L’ancien président congolais Joseph Kabila comparaît depuis le 25 juillet devant la Haute Cour militaire de Kinshasa, dans un procès qualifié d’historique et politiquement explosif. Poursuivi pour haute trahison, soutien à la rébellion M23/AFC, crimes contre la paix, viols, homicides et actes de torture, Kabila fait face à la justice après la levée de son immunité parlementaire par le Sénat en mai dernier.
Un collectif d’avocats pour défendre l’État congolais
Pour défendre les intérêts de la République, sept cabinets d’avocats ont été mandatés. Le montant total des honoraires alloués s’élève à 2,43 millions de dollars, une somme qui suscite une vive controverse dans un contexte national marqué par des tensions budgétaires et des priorités sociales non résolues.
Une affaire « dangereuse », selon les avocats de l’État
Face à la polémique, Me Jean-Marie Kabengela, avocat de la République, est monté au créneau le 1er août lors d’un point de presse. Il a défendu la légitimité de cette enveloppe financière, la qualifiant de « modeste » au regard de la complexité, de la sensibilité et des risques que représente ce procès.

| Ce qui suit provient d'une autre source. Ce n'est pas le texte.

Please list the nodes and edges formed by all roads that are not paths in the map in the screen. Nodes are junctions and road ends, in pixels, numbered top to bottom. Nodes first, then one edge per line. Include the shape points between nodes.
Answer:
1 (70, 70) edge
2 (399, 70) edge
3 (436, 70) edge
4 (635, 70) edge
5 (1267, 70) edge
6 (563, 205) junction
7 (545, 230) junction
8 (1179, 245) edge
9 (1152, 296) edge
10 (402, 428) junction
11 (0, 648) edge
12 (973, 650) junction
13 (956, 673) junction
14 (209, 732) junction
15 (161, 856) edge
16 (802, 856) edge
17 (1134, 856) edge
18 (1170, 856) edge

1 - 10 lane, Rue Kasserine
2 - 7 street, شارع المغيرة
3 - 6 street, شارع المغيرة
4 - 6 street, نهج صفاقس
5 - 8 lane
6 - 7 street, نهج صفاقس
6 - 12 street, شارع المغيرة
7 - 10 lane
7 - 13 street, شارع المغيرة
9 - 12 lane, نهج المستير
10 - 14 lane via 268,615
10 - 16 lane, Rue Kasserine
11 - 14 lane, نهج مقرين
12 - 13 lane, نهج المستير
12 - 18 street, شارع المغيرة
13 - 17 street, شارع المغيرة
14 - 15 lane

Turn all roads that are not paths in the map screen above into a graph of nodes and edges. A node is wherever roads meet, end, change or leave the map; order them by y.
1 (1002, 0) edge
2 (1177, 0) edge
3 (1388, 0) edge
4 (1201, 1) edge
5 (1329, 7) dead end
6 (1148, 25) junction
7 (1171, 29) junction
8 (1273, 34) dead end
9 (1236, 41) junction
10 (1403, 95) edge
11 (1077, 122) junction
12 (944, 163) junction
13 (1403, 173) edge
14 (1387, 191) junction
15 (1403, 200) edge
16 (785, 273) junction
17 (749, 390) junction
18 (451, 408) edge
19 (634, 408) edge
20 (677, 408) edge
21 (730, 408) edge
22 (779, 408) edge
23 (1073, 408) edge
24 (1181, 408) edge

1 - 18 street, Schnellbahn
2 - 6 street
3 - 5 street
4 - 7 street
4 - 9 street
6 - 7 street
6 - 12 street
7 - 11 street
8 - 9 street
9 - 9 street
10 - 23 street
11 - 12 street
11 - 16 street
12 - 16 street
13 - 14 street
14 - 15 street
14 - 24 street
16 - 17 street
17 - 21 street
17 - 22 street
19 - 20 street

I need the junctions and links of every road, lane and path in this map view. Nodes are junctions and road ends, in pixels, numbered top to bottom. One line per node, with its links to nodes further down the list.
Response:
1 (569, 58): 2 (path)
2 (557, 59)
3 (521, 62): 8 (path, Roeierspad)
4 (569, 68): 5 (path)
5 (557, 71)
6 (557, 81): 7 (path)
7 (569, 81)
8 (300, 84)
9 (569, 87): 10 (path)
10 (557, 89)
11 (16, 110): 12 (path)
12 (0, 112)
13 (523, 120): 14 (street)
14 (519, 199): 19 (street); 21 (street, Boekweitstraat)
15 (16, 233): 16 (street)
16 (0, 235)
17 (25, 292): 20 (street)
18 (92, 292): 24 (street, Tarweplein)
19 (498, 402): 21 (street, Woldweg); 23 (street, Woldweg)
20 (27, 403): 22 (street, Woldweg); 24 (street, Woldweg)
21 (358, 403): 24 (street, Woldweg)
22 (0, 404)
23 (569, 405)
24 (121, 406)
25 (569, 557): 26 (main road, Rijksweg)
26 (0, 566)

« Ce ne sont pas des honoraires de luxe. Ce sont des honoraires patriotiques. Beaucoup de cabinets ont refusé cette affaire à cause des menaces et pressions. Ceux qui ont accepté s’exposent », a-t-il déclaré.
Le collectif précise que aucune avance n’a été versée à ce jour, et que les montants seront répartis par cabinet et non par individu. Certains avocats sont déployés en province, où ils assurent à leurs frais logement et sécurité, dans un climat de tension palpable.
Une audience très attendue le 7 août
La prochaine audience est fixée au 7 août 2025. Pour les avocats de la République, ce procès ne vise pas uniquement une sanction pénale, mais aussi des réparations civiles sous forme de dommages et intérêts significatifs pour l’État congolais.
Un procès sous haute surveillance
L’ouverture de cette procédure contre un ancien chef d’État marque un tournant inédit dans l’histoire judiciaire de la République Démocratique du Congo. Elle pose de sérieuses questions sur l’état de droit, la séparation des pouvoirs, et l’indépendance des institutions judiciaires, dans un pays encore fragilisé par des décennies de conflits et de gouvernance contestée.
À quelques mois des grandes échéances politiques, ce procès pourrait bien redessiner le paysage institutionnel congolais, entre quête de justice et instrumentalisation politique.